(WHAT YOU ARE ASKED TO DO) Only a number is wanted here: the count of lines in the data below where the string "Trails" occurs.
=-=-=
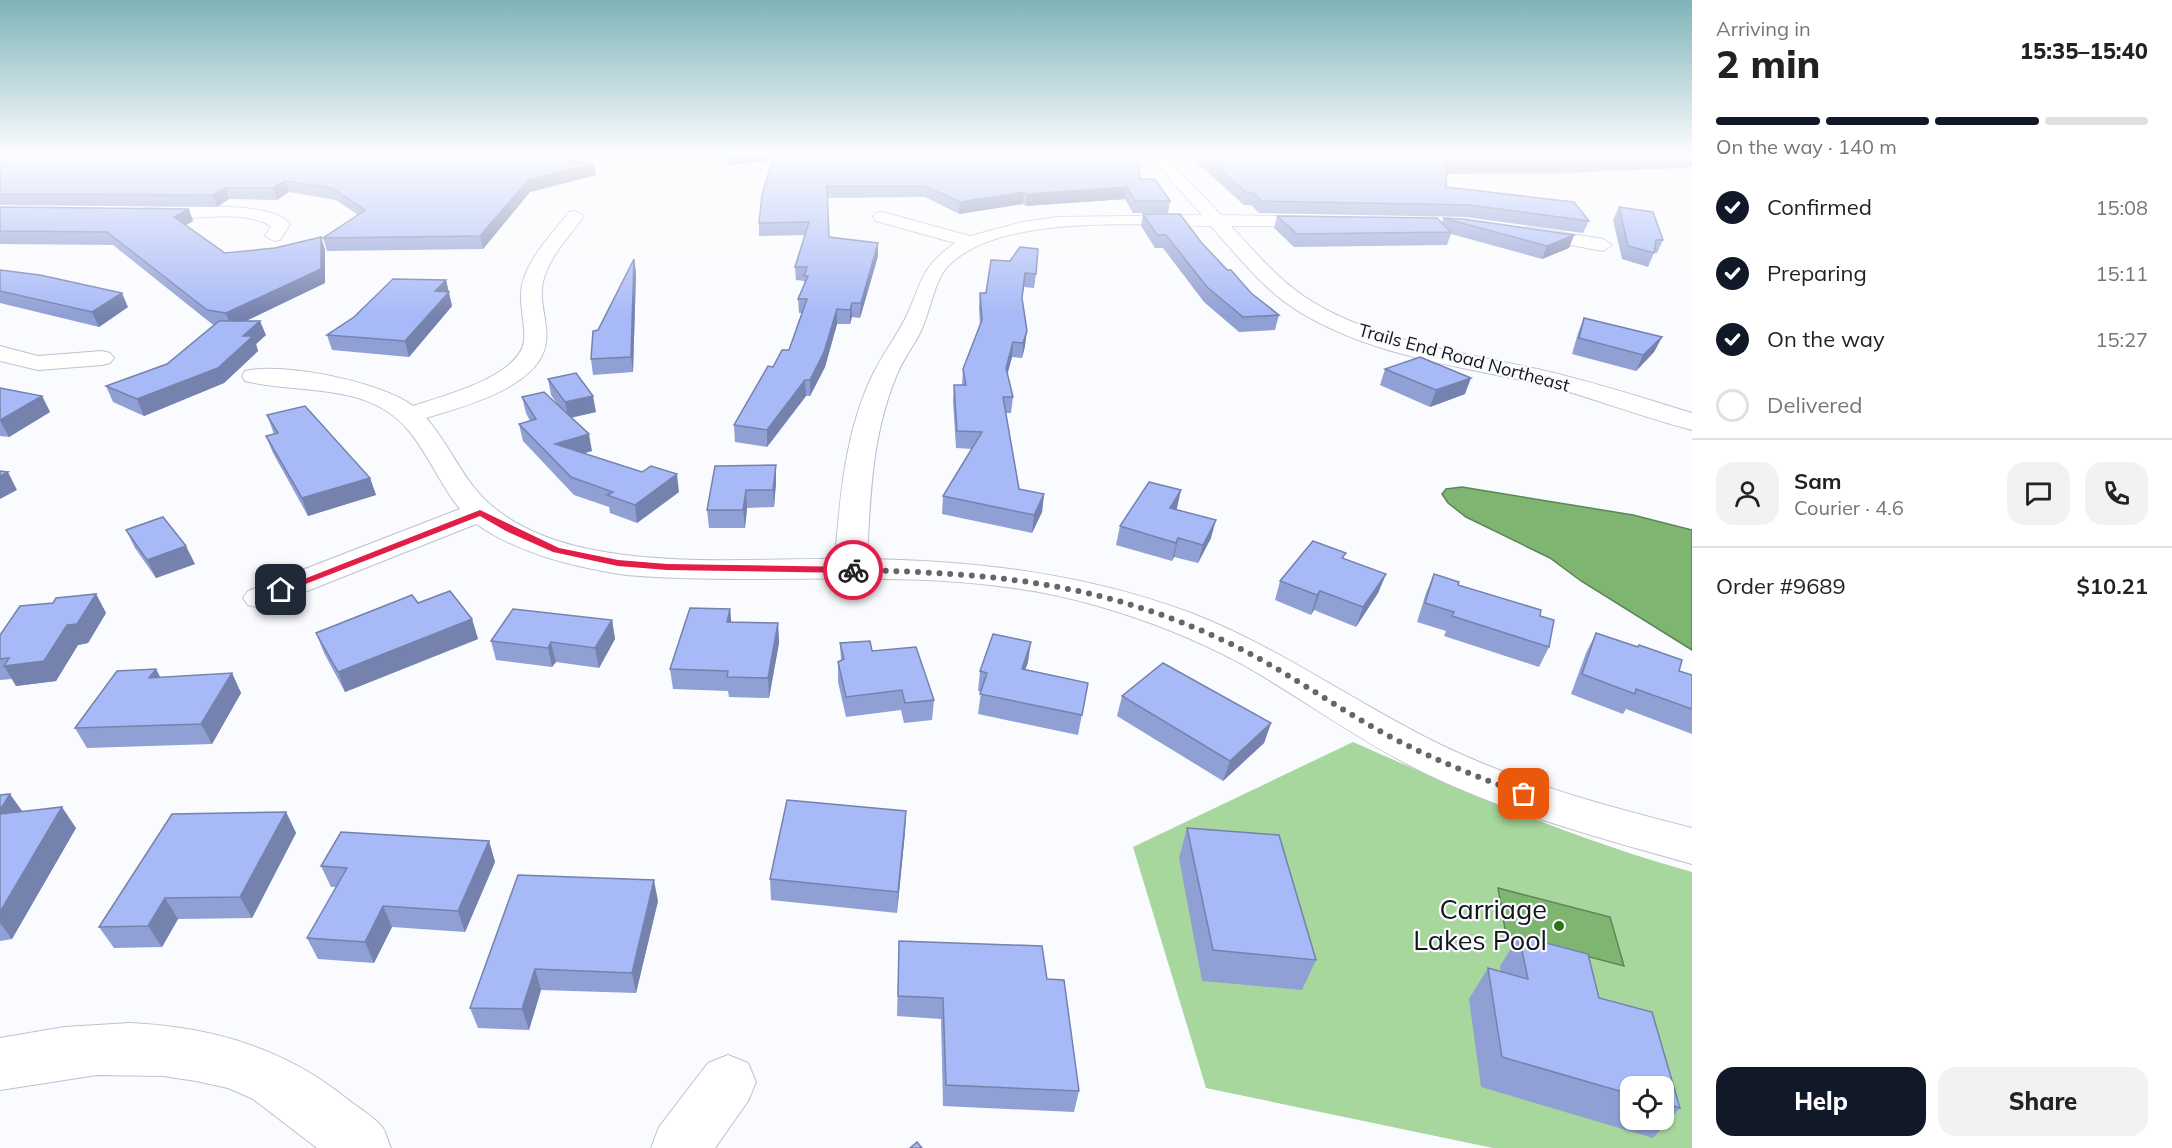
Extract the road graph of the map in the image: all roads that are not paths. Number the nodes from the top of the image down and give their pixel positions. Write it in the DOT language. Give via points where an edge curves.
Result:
graph roads {
  1 [pos="1203,209"];
  2 [pos="130,213"];
  3 [pos="576,216"];
  4 [pos="882,217"];
  5 [pos="1215,220"];
  6 [pos="1345,221"];
  7 [pos="1504,229"];
  8 [pos="274,236"];
  9 [pos="970,242"];
  10 [pos="1603,244"];
  11 [pos="0,353"];
  12 [pos="102,358"];
  13 [pos="254,376"];
  14 [pos="410,415"];
  15 [pos="1692,422"];
  16 [pos="480,512"];
  17 [pos="850,570"];
  18 [pos="260,598"];
  19 [pos="1692,846"];
  20 [pos="0,1064"];
  21 [pos="728,1082"];
  22 [pos="362,1148"];
  23 [pos="680,1148"];
  1 -- 5 [label="street, Trails End Road Northeast"];
  2 -- 8 [label="street" via="258,215 281,224"];
  3 -- 14 [label="street" via="534,277 531,293 535,344 529,358 517,370 487,387"];
  4 -- 9 [label="street"];
  5 -- 6 [label="street"];
  5 -- 9 [label="street" via="1058,223 1010,230"];
  5 -- 15 [label="street, Trails End Road Northeast" via="1274,284 1326,318 1411,347 1542,377"];
  7 -- 10 [label="street"];
  9 -- 17 [label="street" via="948,255 929,278 916,320 896,350 879,388 857,465"];
  11 -- 12 [label="street" via="30,363 59,364"];
  13 -- 14 [label="street" via="344,386 379,398"];
  14 -- 16 [label="street"];
  16 -- 17 [label="street" via="509,530 557,550 618,563"];
  16 -- 18 [label="street"];
  17 -- 19 [label="street" via="1003,577 1056,585 1142,607 1231,644 1428,756 1558,806"];
  20 -- 22 [label="street" via="64,1053 115,1050 162,1050 220,1059 269,1079"];
  21 -- 23 [label="street"];
}
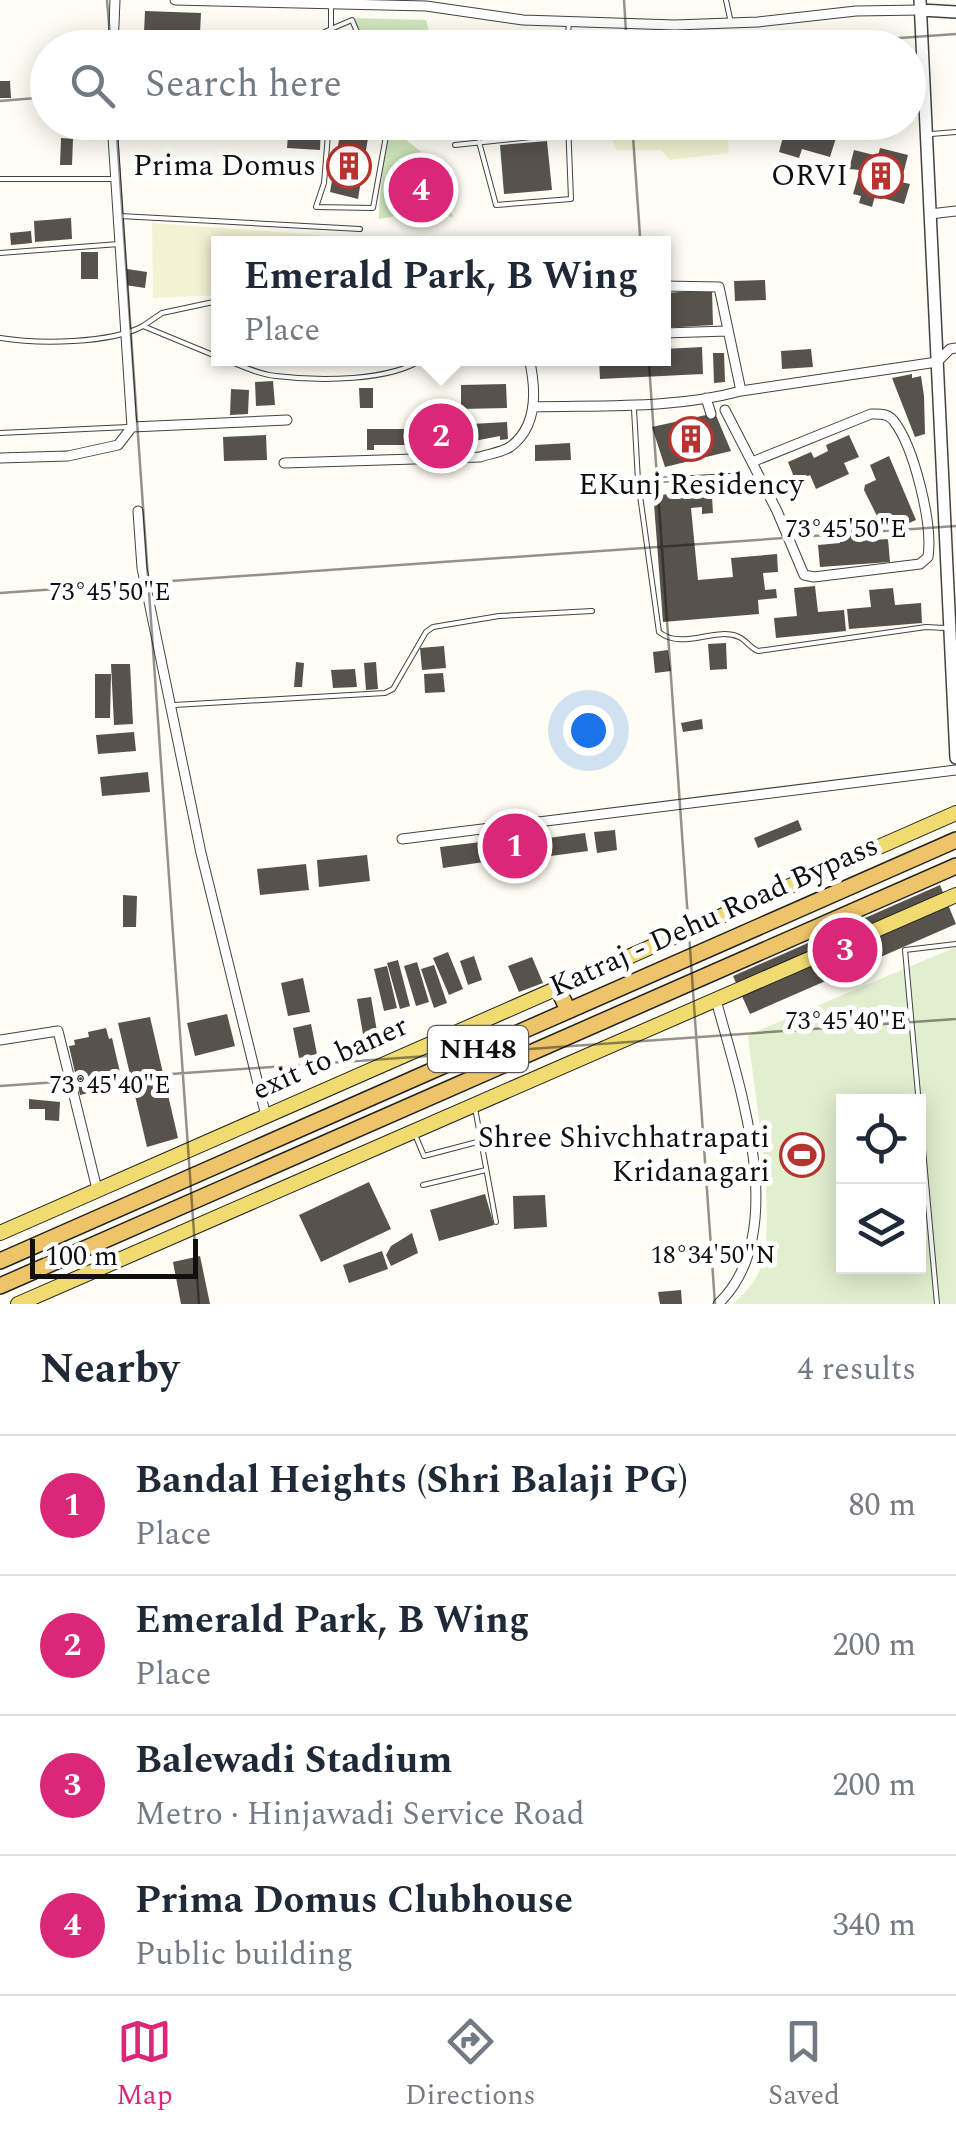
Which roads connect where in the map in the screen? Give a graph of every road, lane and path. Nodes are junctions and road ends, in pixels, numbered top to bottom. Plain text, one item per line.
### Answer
1 (115, 0) edge
2 (176, 0) edge
3 (726, 0) edge
4 (413, 3) edge
5 (331, 5) junction
6 (920, 5) edge
7 (956, 12) edge
8 (569, 22) junction
9 (731, 23) junction
10 (331, 29) joint
11 (114, 30) edge
12 (356, 30) edge
13 (568, 30) edge
14 (921, 30) edge
15 (956, 132) edge
16 (926, 134) joint
17 (114, 140) edge
18 (328, 140) edge
19 (385, 140) edge
20 (499, 140) edge
21 (568, 140) edge
22 (479, 142) junction
23 (454, 146) dead end
24 (118, 178) junction
25 (0, 179) edge
26 (956, 212) edge
27 (930, 214) junction
28 (118, 216) junction
29 (360, 228) dead end
30 (120, 244) junction
31 (0, 253) edge
32 (671, 286) edge
33 (211, 303) edge
34 (144, 326) junction
35 (728, 331) junction
36 (671, 334) edge
37 (126, 335) junction
38 (0, 338) edge
39 (956, 348) edge
40 (211, 354) edge
41 (937, 362) junction
42 (244, 366) edge
43 (412, 366) edge
44 (531, 366) edge
45 (741, 391) junction
46 (706, 398) junction
47 (633, 404) junction
48 (533, 408) junction
49 (725, 410) dead end
50 (711, 414) dead end
51 (287, 420) dead end
52 (132, 427) junction
53 (0, 434) edge
54 (0, 458) edge
55 (752, 462) junction
56 (284, 463) dead end
57 (731, 476) dead end
58 (638, 482) junction
59 (138, 512) dead end
60 (592, 611) dead end
61 (950, 628) junction
62 (170, 706) junction
63 (955, 707) edge
64 (956, 758) edge
65 (956, 770) edge
66 (956, 812) edge
67 (402, 838) dead end
68 (956, 840) edge
69 (956, 866) edge
70 (956, 894) edge
71 (956, 944) edge
72 (558, 989) junction
73 (716, 1000) junction
74 (568, 1010) junction
75 (0, 1040) edge
76 (474, 1107) junction
77 (266, 1116) junction
78 (414, 1133) junction
79 (481, 1140) junction
80 (486, 1170) junction
81 (422, 1185) dead end
82 (97, 1189) junction
83 (496, 1222) dead end
84 (0, 1233) edge
85 (0, 1261) edge
86 (0, 1286) edge
87 (18, 1304) edge
88 (718, 1304) edge
89 (937, 1304) edge

1 - 11 street
2 - 5 street
3 - 9 lane
4 - 5 street
4 - 8 street
5 - 10 lane
6 - 7 street
6 - 9 street
6 - 14 street
8 - 9 street
8 - 13 lane
10 - 12 lane
15 - 16 lane
16 - 27 street
17 - 24 street
18 - 19 lane
20 - 22 lane
21 - 22 lane
22 - 23 lane
24 - 25 lane
24 - 28 street
26 - 27 street
27 - 41 street
28 - 29 lane
28 - 30 street
30 - 31 lane
30 - 37 street
32 - 35 street
33 - 34 lane
34 - 37 lane
34 - 40 lane
35 - 36 street
35 - 45 street
37 - 38 lane
37 - 52 street
39 - 41 street
41 - 45 street
41 - 61 street
42 - 43 lane
44 - 48 street
45 - 46 street
46 - 47 street
46 - 50 street
47 - 48 street
47 - 58 lane
48 - 56 street
49 - 55 street
51 - 52 street
52 - 53 lane
52 - 54 street
55 - 55 street
57 - 58 lane
58 - 61 lane
59 - 62 street
60 - 62 lane
61 - 63 street
62 - 77 street
63 - 64 street
65 - 67 street
66 - 72 main road, exit to baner
68 - 74 highway, Katraj - Dehu Road Bypass / NH48
69 - 86 highway, Katraj - Dehu Road Bypass / NH48
70 - 73 main road
71 - 89 lane
72 - 74 highway
72 - 77 main road, exit to baner
73 - 76 main road
73 - 88 street
74 - 85 highway, Katraj - Dehu Road Bypass / NH48
75 - 82 street
76 - 78 main road
76 - 79 lane
77 - 82 main road, exit to baner
78 - 79 lane
78 - 87 main road
79 - 80 lane
80 - 81 lane
80 - 83 lane
82 - 84 main road, exit to baner

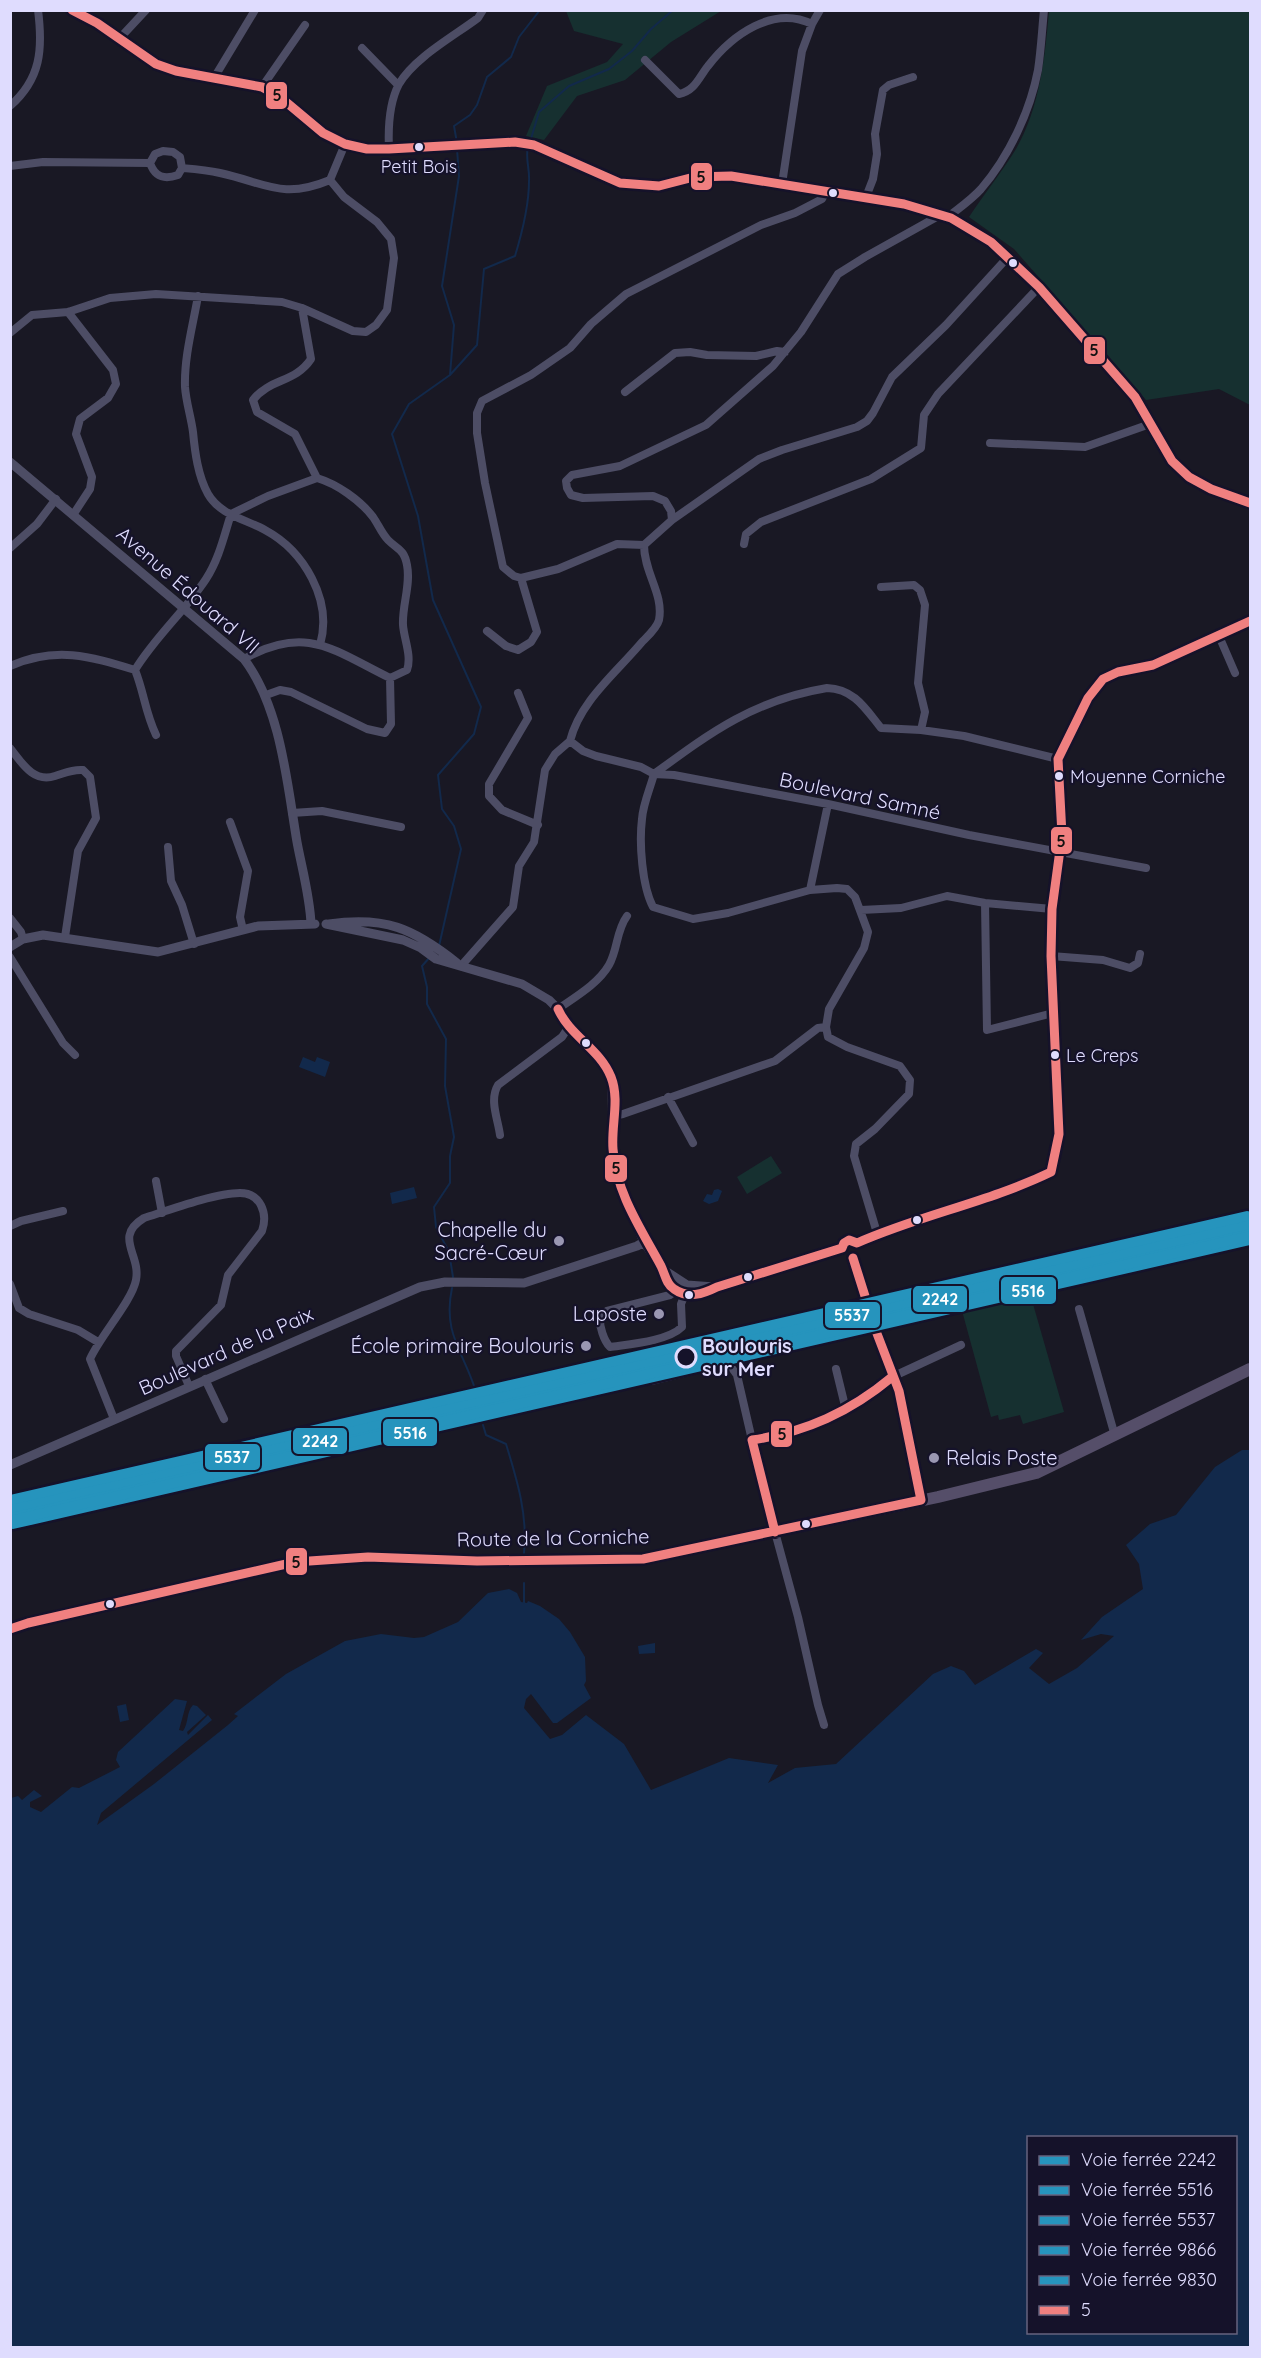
=-=-=
(TASK ANSWER) 2